M is for Melville, who whittled down his style, but wrote with no less “bumptious bombast” than his previous works.
H is for Hawthorne, who smouldered till he smouldered no more.
G is for Graham Greene, who published his dreams.

Other writers in the alphabet include Henry James and Iris Murdoch, with Beethoven thrown in for good measure. Updike seems to feel whimsical and merciless at the same time, noting Melville’s slightly “arthritic and desiccated” sentences, while Henry James’ later style in”The Outcry” is described as a “cumbersome though finely painted charabanc (...) pulled swaying along by a frisky pony of a plot.” Being on the older side himself seems to give Updike a certain license (like the Jewish-convert dentist telling Jewish jokes in one famous Seinfeld episode) to write thus about the various aspects of old fartiness, and he doesn’t hold back, feeling free to say: “we feel on our faces (...) the breeze of the senile sublime, a creativity liberated from its usual, anxiety-producing ambitions.” And I felt like I was being gently poked in the ribs when he wrote about Melville’s “bumptious bombast.”

Now, back to the living!

The Shouts & MurmersBush Quiz,” also online, begins with a question whose answer seems to be Bush’s best Edward G. Robinson impersonation:

“That’s why I’m having this press conference, see?”

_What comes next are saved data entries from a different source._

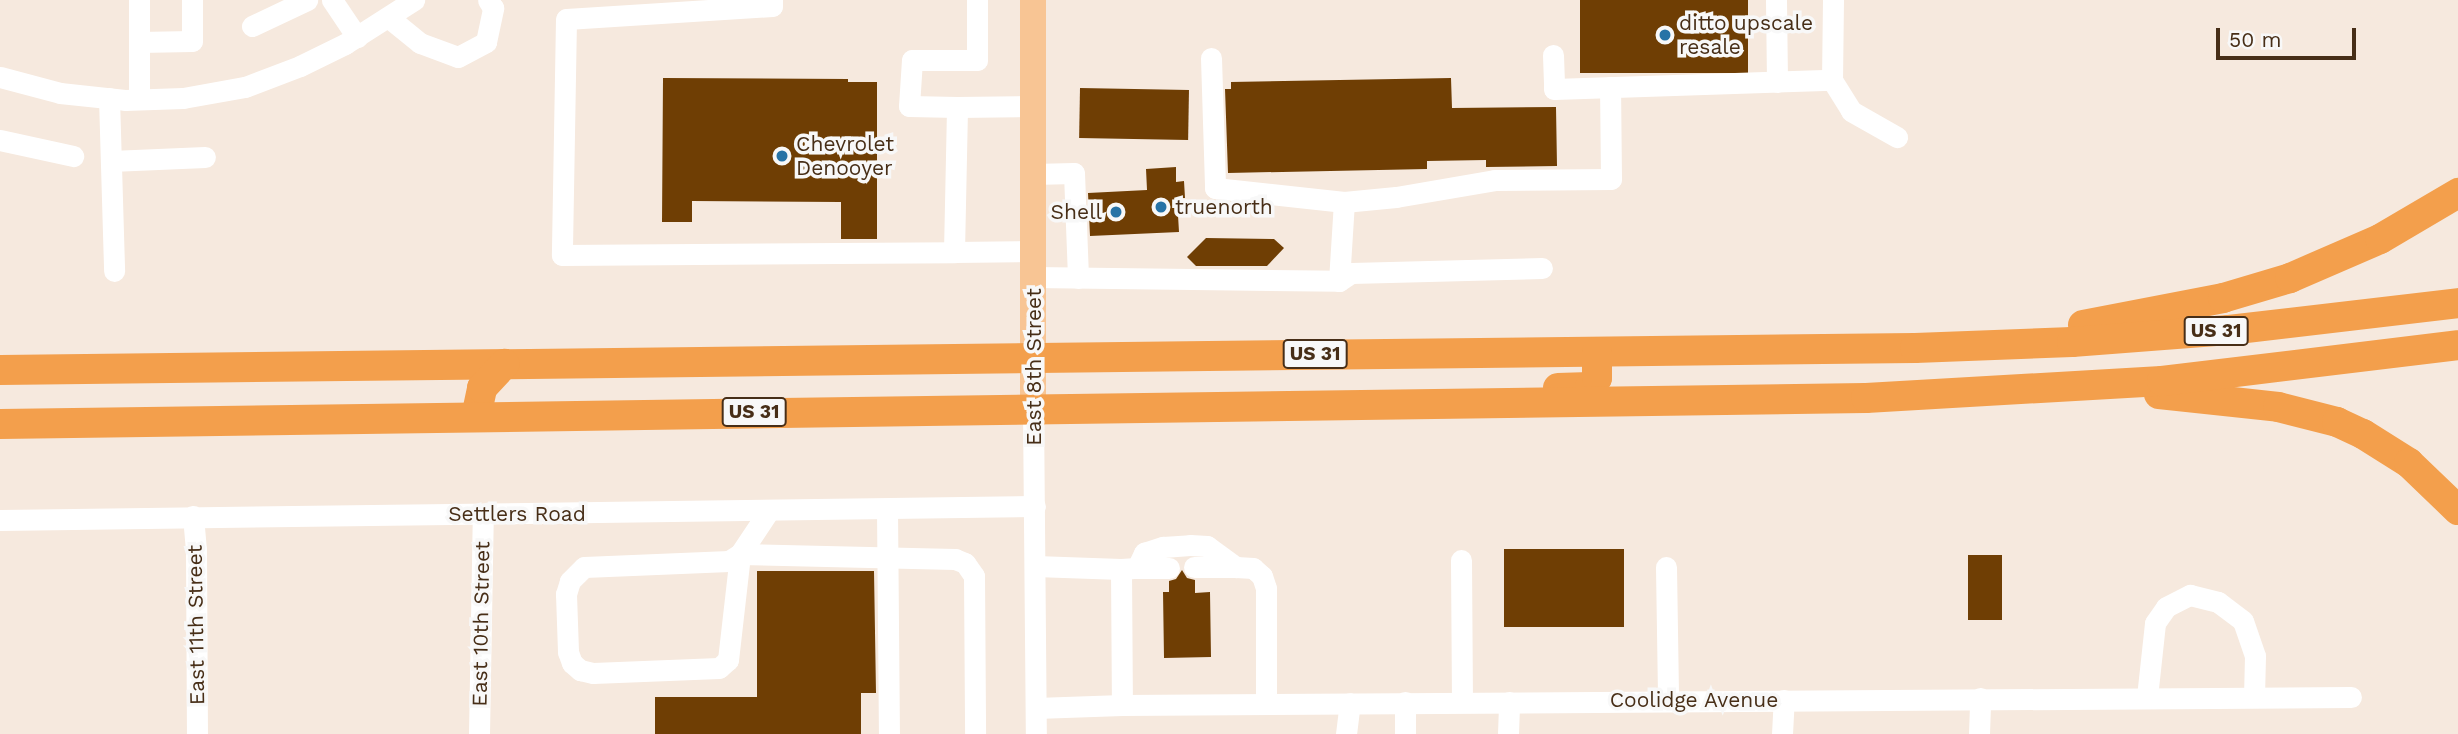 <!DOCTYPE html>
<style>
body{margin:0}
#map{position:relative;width:2458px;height:734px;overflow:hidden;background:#f6e9de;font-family:"Work Sans",sans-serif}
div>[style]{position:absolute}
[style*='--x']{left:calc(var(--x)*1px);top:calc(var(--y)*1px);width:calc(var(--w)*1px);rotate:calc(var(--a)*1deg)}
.building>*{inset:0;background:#6f3e04;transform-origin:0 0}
.minor>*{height:21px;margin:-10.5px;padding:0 10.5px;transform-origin:10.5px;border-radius:10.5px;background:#fff}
.major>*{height:26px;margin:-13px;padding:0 13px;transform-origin:13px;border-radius:13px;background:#f8c594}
.highway>*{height:30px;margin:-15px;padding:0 15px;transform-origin:15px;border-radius:15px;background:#f39f4c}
.dots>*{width:19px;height:19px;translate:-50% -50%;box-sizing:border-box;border:4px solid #f8f8f8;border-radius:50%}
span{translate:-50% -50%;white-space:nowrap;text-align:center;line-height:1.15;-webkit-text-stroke:7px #f8f8f8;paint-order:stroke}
.shield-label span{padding:2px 5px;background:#f8f8f8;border:2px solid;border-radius:5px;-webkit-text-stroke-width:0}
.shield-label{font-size:19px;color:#472e17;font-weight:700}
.poi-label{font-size:21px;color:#472e17}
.left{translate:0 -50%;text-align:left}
.right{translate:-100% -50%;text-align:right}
.street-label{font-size:21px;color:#472e17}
.scale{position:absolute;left:2216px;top:28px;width:140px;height:32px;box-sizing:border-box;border:4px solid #472e17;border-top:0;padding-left:9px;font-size:21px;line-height:24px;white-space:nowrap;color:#472e17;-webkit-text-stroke:5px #f8f8f8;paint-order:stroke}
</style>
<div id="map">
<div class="building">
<div style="left:1580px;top:0;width:168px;height:73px"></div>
<div style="clip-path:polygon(663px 78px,848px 79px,848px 82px,877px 82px,877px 239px,841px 239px,841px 202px,692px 201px,692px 222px,662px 222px)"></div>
<div style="clip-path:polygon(1451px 78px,1452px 108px,1556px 107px,1557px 166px,1486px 167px,1486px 160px,1427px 161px,1427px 169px,1228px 173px,1225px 89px,1231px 89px,1231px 82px)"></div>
<div style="left:1080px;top:88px;width:109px;height:50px;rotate:1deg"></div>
<div style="clip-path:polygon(1176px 167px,1176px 182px,1184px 181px,1185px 198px,1177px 198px,1179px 232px,1090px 236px,1088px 193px,1147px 190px,1146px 169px)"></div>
<div style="clip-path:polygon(1206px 238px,1274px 239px,1284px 248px,1267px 266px,1196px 266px,1187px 257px)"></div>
<div style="left:1624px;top:549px;width:78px;height:120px;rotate:90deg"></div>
<div style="left:1968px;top:555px;width:34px;height:65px"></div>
<div style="clip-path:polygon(1182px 570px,1187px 578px,1195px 580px,1195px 593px,1210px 592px,1211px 657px,1164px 658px,1163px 592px,1169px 592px,1169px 581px,1176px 579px)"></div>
<div style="clip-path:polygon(757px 571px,874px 571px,876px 693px,861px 693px,861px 734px,655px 734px,655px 697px,757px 697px)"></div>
</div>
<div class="minor">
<div style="--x:139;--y:0;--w:99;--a:90"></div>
<div style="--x:332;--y:0;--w:45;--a:56"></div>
<div style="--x:772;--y:0;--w:6;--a:90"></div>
<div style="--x:772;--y:6;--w:206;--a:176.4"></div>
<div style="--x:566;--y:19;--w:236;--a:91"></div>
<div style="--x:562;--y:255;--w:392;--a:-0.4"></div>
<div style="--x:954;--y:252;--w:145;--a:-88.8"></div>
<div style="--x:957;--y:107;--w:76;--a:-0.8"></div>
<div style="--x:1776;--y:0;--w:82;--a:89.3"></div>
<div style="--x:1833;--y:0;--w:80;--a:90.7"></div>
<div style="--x:1832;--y:80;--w:36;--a:58"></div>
<div style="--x:1851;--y:111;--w:53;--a:29.5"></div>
<div style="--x:388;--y:17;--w:41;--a:39.1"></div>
<div style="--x:420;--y:43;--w:40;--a:20.2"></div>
<div style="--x:458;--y:57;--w:32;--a:-28"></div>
<div style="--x:486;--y:42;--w:35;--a:-78"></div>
<div style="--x:493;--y:8;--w:9;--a:-122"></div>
<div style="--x:252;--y:26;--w:61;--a:-25.3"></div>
<div style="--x:139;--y:42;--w:53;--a:-1.1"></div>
<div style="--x:192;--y:41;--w:41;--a:-90"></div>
<div style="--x:1553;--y:55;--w:34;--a:88"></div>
<div style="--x:1554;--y:89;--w:278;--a:-1.9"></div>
<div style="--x:1211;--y:58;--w:130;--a:88.2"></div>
<div style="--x:1215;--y:188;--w:130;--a:6.2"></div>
<div style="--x:1344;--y:202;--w:52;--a:-5.5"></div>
<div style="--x:1396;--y:197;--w:100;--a:-9.7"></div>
<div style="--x:1495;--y:180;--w:116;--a:-0.5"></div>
<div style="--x:1611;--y:179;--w:92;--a:-90.6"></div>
<div style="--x:0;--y:77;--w:62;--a:14.9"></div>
<div style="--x:60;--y:93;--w:65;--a:6.1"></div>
<div style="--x:125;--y:100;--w:58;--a:-2"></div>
<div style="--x:183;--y:98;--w:63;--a:-10.1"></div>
<div style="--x:245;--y:87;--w:59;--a:-20.9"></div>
<div style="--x:300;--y:66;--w:50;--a:-26.1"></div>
<div style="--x:345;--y:44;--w:82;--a:-32.5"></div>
<div style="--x:109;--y:98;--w:173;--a:88.3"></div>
<div style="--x:957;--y:107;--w:48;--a:-178.8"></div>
<div style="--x:909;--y:106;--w:46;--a:-86.3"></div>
<div style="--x:912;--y:60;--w:65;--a:0"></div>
<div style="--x:977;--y:60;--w:60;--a:-90"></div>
<div style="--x:0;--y:140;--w:75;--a:12.4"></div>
<div style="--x:111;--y:161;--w:94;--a:-2.4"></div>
<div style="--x:1033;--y:174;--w:41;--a:-1.4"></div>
<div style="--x:1074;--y:173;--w:105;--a:87.8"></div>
<div style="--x:954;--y:252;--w:79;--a:-0.7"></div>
<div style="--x:1033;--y:277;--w:306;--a:0.7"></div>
<div style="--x:1339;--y:281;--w:14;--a:-34"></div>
<div style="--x:1351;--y:273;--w:191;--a:-1.5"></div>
<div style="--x:1339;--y:281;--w:79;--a:-86.4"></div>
<div style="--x:1033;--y:408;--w:326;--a:89.5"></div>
<div style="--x:887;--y:510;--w:224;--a:89.5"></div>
<div style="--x:768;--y:512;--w:50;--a:123.7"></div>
<div style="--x:740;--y:554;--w:13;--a:148"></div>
<div style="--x:729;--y:561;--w:145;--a:177.6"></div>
<div style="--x:584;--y:567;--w:20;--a:135"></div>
<div style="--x:570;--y:581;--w:14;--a:107"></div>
<div style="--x:566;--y:594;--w:58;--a:88"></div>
<div style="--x:568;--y:652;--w:12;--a:70"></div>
<div style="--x:572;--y:663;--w:11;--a:41"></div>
<div style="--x:580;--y:670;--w:13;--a:13"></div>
<div style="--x:593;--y:673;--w:126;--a:-2.3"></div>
<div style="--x:719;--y:668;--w:12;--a:-42"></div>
<div style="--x:728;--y:660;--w:107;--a:-83.5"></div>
<div style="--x:740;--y:554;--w:215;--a:1.3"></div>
<div style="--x:955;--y:559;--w:11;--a:22"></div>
<div style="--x:965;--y:563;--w:16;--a:55"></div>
<div style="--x:974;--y:576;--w:158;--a:89.6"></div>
<div style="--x:193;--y:516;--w:33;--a:85"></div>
<div style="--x:196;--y:549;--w:185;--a:89.7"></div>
<div style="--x:0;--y:520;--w:1035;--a:-0.77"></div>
<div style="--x:1461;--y:560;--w:142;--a:89.6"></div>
<div style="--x:1035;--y:566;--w:86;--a:2"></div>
<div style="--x:1121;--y:569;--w:136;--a:89.6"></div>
<div style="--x:1194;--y:567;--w:42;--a:0"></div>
<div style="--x:1666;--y:567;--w:134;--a:89.1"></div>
<div style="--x:1137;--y:568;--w:32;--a:0"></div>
<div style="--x:1121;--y:569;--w:16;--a:-4"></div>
<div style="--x:1137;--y:568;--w:17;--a:-65"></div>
<div style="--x:1144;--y:553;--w:20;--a:-18"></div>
<div style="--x:1163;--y:547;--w:27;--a:-4"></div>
<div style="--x:1190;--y:545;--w:17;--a:3"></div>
<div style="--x:1207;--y:546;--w:36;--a:36"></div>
<div style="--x:1236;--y:567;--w:17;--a:3"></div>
<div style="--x:1253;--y:568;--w:12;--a:42"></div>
<div style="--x:1262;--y:576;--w:13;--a:72"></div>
<div style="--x:1266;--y:588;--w:116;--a:90"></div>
<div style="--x:2147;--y:697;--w:74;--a:-83.8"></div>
<div style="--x:2155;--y:623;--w:19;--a:-55"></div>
<div style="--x:2166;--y:607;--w:27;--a:-27"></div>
<div style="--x:2190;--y:595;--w:29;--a:14"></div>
<div style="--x:2218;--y:602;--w:31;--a:37"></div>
<div style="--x:2243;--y:621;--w:37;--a:71"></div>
<div style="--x:2255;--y:656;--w:40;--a:91.4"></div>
<div style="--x:1405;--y:702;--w:32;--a:90"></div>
<div style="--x:1036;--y:708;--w:86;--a:-2"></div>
<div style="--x:1122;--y:705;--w:1229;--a:-0.37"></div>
<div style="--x:479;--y:734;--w:219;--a:-89"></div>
<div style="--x:1346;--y:734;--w:31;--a:-83"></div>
<div style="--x:1508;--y:734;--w:32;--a:-88"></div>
<div style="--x:1782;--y:734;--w:34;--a:-87"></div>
<div style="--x:1979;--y:734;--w:36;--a:-88"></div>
</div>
<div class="major">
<div style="--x:1033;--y:0;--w:408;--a:90"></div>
</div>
<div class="highway">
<div style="--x:2083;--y:325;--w:143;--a:-10.9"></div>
<div style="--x:2223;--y:298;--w:70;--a:-16.6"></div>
<div style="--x:2290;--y:278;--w:98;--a:-23.4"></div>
<div style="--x:2380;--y:239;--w:91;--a:-30.5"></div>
<div style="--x:0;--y:370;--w:1915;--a:-0.66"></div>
<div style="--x:1915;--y:348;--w:157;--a:-2.2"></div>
<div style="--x:2072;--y:342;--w:157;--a:-4.4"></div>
<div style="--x:2229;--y:330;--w:231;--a:-6.7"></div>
<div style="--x:1558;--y:388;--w:32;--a:-2"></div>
<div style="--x:1590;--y:387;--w:11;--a:-52"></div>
<div style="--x:1597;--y:378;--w:26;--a:-90"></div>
<div style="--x:2159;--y:394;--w:120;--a:6.2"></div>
<div style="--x:2278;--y:407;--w:61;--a:14.3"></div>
<div style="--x:2337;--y:422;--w:29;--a:25"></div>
<div style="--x:2363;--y:434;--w:54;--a:32.2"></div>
<div style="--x:2409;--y:463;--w:68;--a:43.8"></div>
<div style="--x:476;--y:417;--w:30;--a:-78"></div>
<div style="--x:482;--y:388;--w:33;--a:-47"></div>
<div style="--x:0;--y:424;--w:1866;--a:-0.8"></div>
<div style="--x:1866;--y:398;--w:296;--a:-3.3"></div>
<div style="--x:2162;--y:381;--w:298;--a:-6.9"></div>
</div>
<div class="dots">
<div style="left:1665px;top:35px;background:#2773a6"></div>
<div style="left:782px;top:156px;background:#2773a6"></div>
<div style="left:1161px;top:207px;background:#2773a6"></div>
<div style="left:1116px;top:212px;background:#2773a6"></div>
</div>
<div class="shield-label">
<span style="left:2216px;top:331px">US 31</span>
<span style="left:1315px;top:354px">US 31</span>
<span style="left:754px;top:412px">US 31</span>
</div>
<div class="poi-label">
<span class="left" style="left:1679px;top:35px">ditto upscale<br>resale</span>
<span class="left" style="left:796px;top:156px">Chevrolet<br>Denooyer</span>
<span class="left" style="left:1175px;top:207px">truenorth</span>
<span class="right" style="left:1102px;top:212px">Shell</span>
</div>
<div class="street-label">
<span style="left:1034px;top:367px;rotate:-90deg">East 8th Street</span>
<span style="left:517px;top:514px">Settlers Road</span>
<span style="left:481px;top:624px;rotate:-89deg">East 10th Street</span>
<span style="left:196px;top:625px;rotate:-91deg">East 11th Street</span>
<span style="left:1694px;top:700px">Coolidge Avenue</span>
</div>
<div class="scale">50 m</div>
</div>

He’s a funny guy. You get the feeling you could go out and drink a beer with him, don’t you?

Bad Neighbors“, by Edward P. Jones, in Fiction, is a hometown piece about some people in a neighborhood thinking they’re better—or striving to be better—than other people in their neighborhood, a human flaw so universal that the phrase, “there goes the neighborhood” shouldn’t surprise us no matter who says it. The line of fate that runs through it, unifying all the good and bad neighbors, brings to mind many other works about prejudice and destiny, like To Kill a Mockingbird, and Crash.

Online only, in Online Only, is Blake Eskin’s Q & A: Blueprints for disaster, in which he interviews Steve Coll as a follow-up (I like to see these Q&A’s as Cliff Notes) to the magazine’s “Atomic Emporium,” which is not online. I like these Q&A’s, and though they should be read after reading the article they follow up, they stand alone perfectly well, and are not bad for when you just want to know what the article is about before reading it, or not.

Now, get outside and enjoy this spectacularly reasonable weather!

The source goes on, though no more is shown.